What is the value of a life? This is the question we are asking ourselves across a spectrum of issues in society today.
Historically, we have questioned whether the value of one’s life is based on race, creed, or gender. While these questions are still raised, American culture has largely recognized the equal value of these human lives. We are now questioning whether this value is based on ability or opportunity. We further consider if suffering makes life lose its value.
Perhaps you have seen the film, “180.” In this film, Ray Comfort interviews a variety of individuals and, among other questions, he asks them all the following:
“It’s 1943. A German officer has a gun pointed at you. He wants you to get into a bulldozer and drive it forward.
In front of the bulldozer is a pit in which there are 300 Jews who have just been shot. Some of them are still alive.
He wants you to bury them alive! If you don’t do what he says, he is going to kill you and do it himself. If you do what he says, he will let you live. Would you drive it forward?”
What would you do? What is the value of the lives involved in this scenario, and how do you determine this?
Comfort also reworked this question and asked if his interviewees would be willing to shoot the Jews, as opposed to burying them alive, if prompted in the same way by the German officer. Does this change the situation?
I viewed this film for the first time this past weekend, in a bus of more than 50 individuals headed to the March for Life in Washington D.C. This march marks the anniversary and protests the Roe v. Wade Supreme Court decision of 1973. On Monday, an estimated 400,000 people marched in Washington to demonstrate a belief in the inherent value of every human life, beginning at conception.
Comfort’s film deals with the Holocaust as well as with abortion. In both cases, people must grapple with the issues of life and its value.
Watching this film, we witnessed individuals grappling with issues of life and how, through Comfort’s questioning, a number of those who had been for abortion did a 180 and determined they are against it. (You can watch the 33-minute film online at www.180movie.com.)
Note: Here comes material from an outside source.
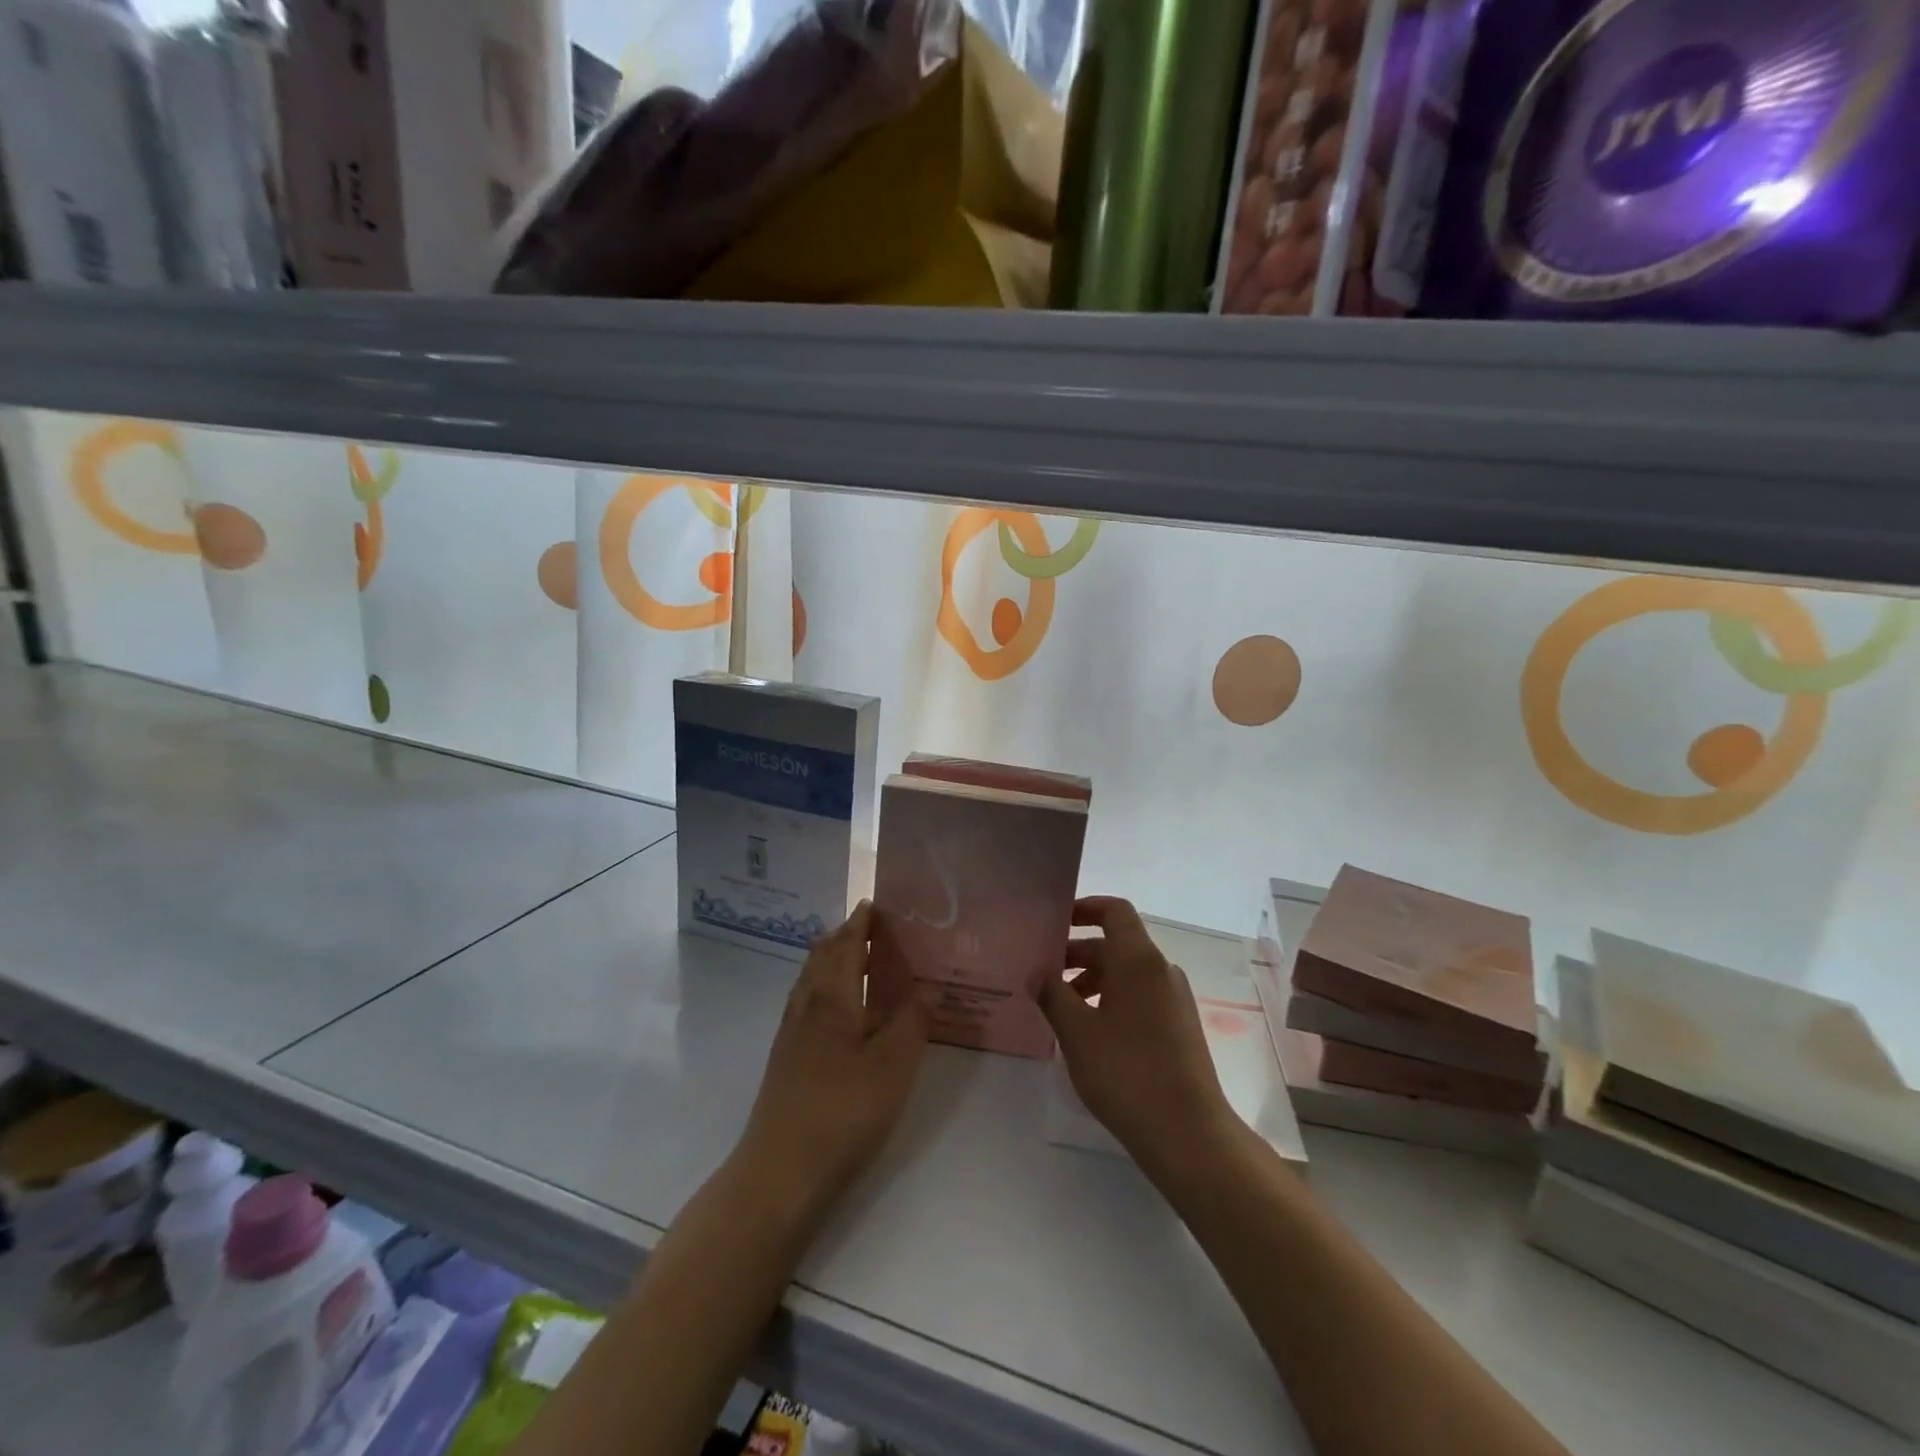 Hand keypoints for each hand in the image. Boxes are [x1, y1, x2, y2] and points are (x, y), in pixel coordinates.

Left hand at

We can offer many reasons for abortion, such as the lack of support for the mother, the stigma a young or unmarried mother may face, lack of funds to support the child, or the developing child’s disabilities.
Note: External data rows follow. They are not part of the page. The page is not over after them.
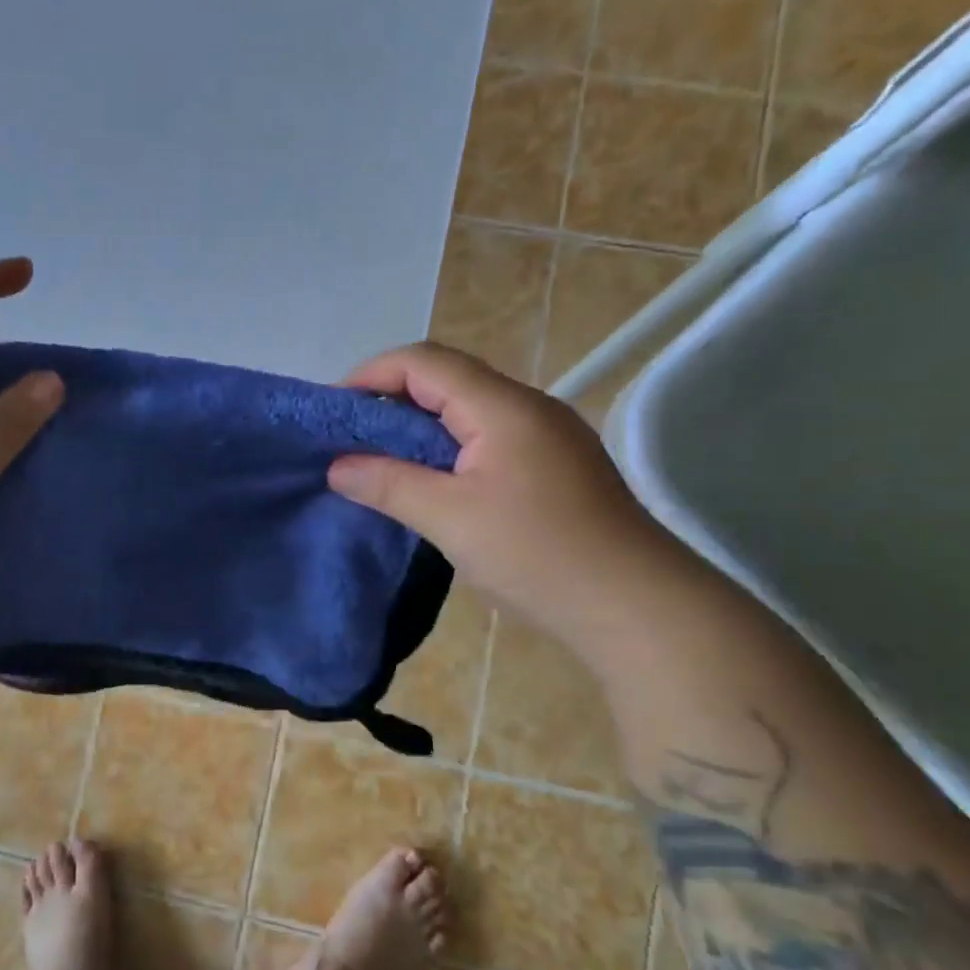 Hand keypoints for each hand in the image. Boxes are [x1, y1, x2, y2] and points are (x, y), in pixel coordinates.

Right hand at [328, 343, 680, 646]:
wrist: (636, 606)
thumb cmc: (538, 555)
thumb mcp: (450, 519)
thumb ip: (389, 484)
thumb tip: (337, 467)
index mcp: (503, 407)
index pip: (424, 362)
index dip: (371, 375)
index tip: (333, 411)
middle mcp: (528, 407)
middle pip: (448, 379)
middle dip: (391, 400)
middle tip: (350, 439)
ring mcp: (548, 436)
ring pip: (469, 410)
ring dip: (420, 426)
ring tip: (380, 460)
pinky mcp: (555, 466)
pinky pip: (489, 438)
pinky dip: (448, 448)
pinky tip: (432, 483) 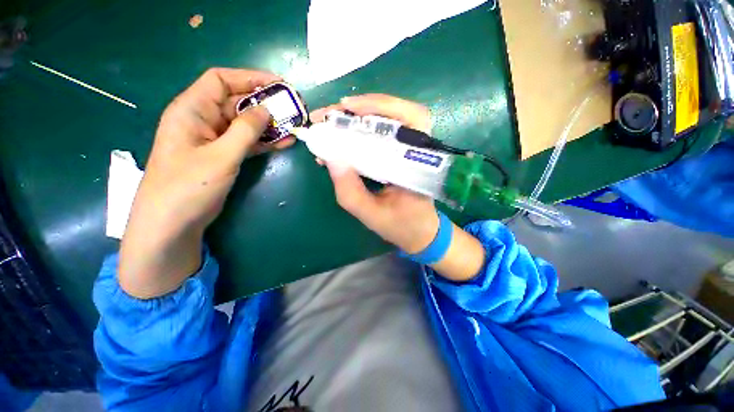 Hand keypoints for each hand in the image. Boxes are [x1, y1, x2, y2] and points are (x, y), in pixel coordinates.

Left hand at [119, 68, 293, 297]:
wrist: (173, 223)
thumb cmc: (189, 186)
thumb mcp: (220, 156)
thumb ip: (245, 130)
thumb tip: (266, 109)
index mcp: (191, 110)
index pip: (220, 80)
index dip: (249, 78)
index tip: (277, 84)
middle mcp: (202, 120)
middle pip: (235, 101)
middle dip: (264, 102)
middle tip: (291, 107)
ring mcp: (214, 140)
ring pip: (244, 124)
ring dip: (268, 124)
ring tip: (293, 124)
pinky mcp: (223, 156)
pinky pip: (246, 142)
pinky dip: (264, 141)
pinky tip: (284, 141)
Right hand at [311, 94, 439, 253]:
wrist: (419, 233)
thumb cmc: (400, 225)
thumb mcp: (371, 214)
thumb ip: (350, 190)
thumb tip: (329, 157)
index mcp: (418, 162)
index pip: (409, 118)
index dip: (379, 105)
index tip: (347, 107)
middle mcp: (418, 150)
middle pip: (397, 113)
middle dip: (361, 108)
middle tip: (330, 114)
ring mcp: (410, 151)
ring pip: (389, 121)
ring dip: (360, 117)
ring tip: (333, 121)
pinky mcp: (401, 155)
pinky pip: (383, 135)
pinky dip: (362, 130)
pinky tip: (344, 135) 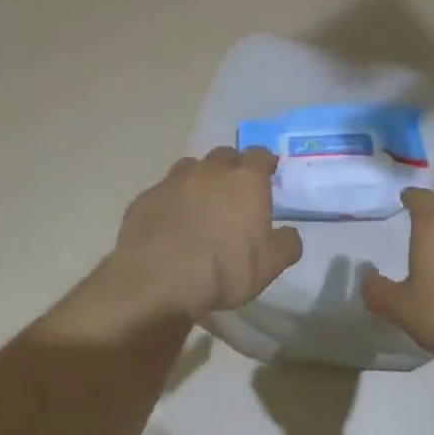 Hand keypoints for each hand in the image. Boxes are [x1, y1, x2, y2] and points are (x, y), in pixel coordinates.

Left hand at [112, 147, 302, 319]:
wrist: (160, 279)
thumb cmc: (225, 268)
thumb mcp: (271, 265)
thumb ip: (286, 244)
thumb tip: (289, 234)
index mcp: (245, 180)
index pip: (260, 155)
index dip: (265, 163)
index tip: (267, 173)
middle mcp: (209, 171)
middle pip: (224, 156)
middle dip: (231, 168)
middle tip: (234, 191)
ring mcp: (172, 181)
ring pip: (190, 169)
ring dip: (198, 180)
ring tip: (200, 205)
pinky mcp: (144, 198)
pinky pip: (163, 193)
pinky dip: (170, 202)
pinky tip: (170, 225) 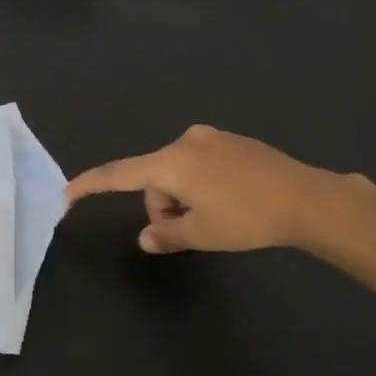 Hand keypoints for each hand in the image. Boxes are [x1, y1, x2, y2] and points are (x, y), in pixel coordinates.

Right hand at [64, 124, 341, 253]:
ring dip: (183, 197)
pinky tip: (231, 201)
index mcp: (171, 162)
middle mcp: (186, 141)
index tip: (68, 193)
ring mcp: (211, 137)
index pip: (120, 174)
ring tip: (217, 219)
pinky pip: (200, 164)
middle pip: (154, 178)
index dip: (92, 185)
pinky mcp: (232, 141)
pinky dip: (202, 185)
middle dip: (163, 206)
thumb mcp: (203, 233)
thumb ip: (167, 235)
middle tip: (191, 232)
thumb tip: (146, 238)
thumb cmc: (247, 217)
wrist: (307, 198)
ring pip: (178, 172)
However, these problems should be addressed themselves rather than compromised with abortion. We need to support the mothers and families who are struggling to support their born and/or unborn children.
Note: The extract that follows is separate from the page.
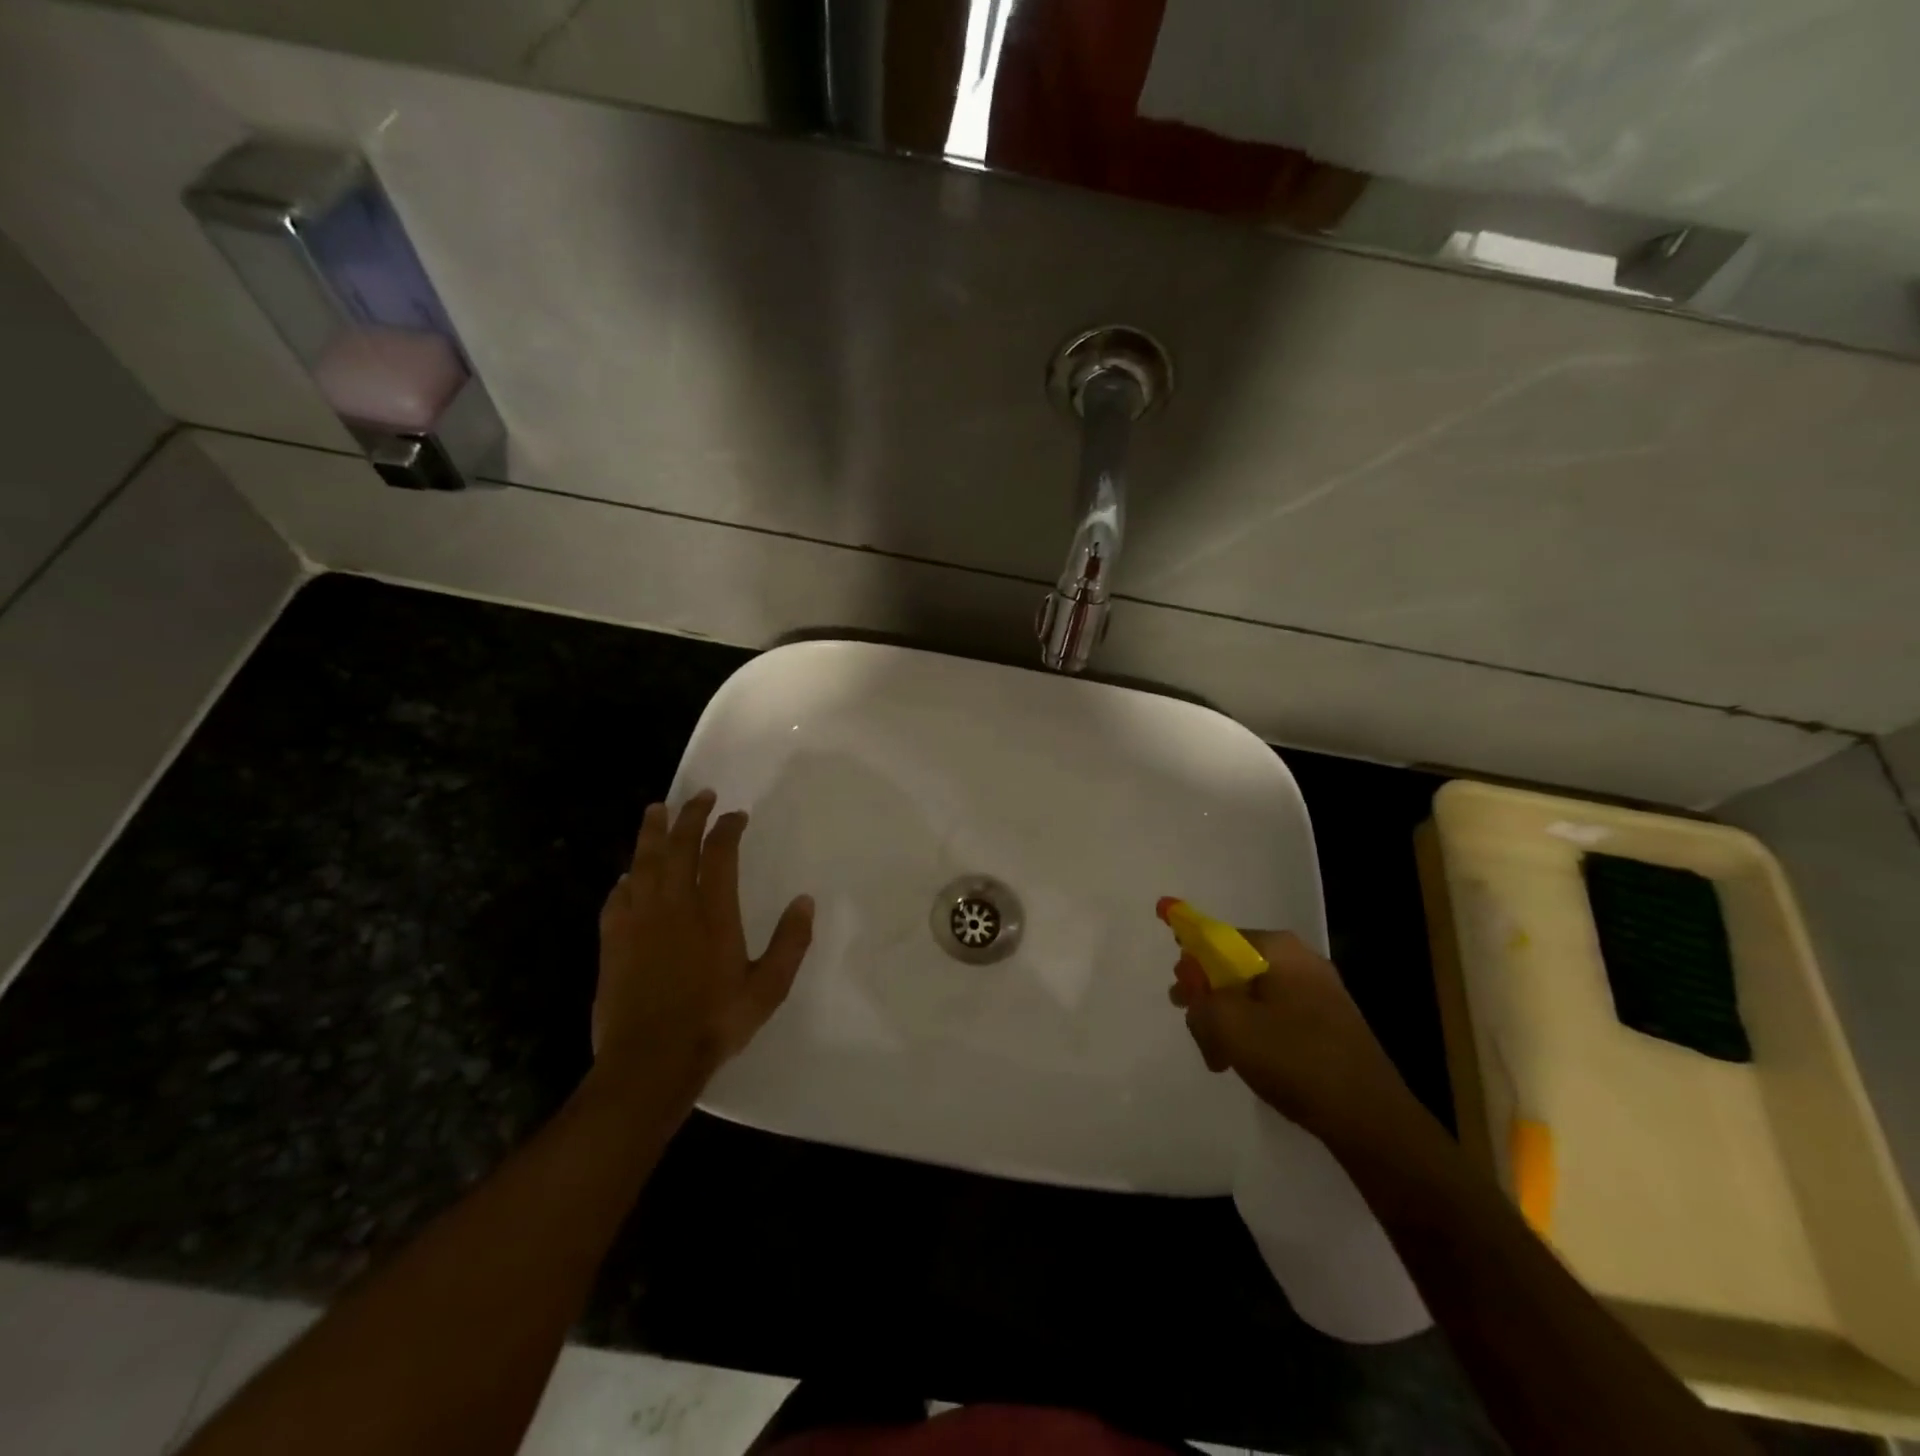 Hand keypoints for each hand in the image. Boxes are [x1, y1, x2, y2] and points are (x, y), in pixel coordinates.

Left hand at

We must encourage loving adoptions.
We should love everyone, including young and unmarried mothers, rather than stigmatizing them. We must, again, offer support for all those with disabilities. These are real solutions to the problems that we face.
Regardless of the reason offered for abortion, we are left with the bottom line question: what is the value of a human life? Is it ever justified to kill that life?
The questions about the value of human life are not going away without answers.
Let us live our lives answering these questions, not hiding from them. Naturally, it will not be easy to face these issues.
Even so, we can live to help each other, including growing and learning from any mistakes we have made, if we will recognize the inherent value of every human life.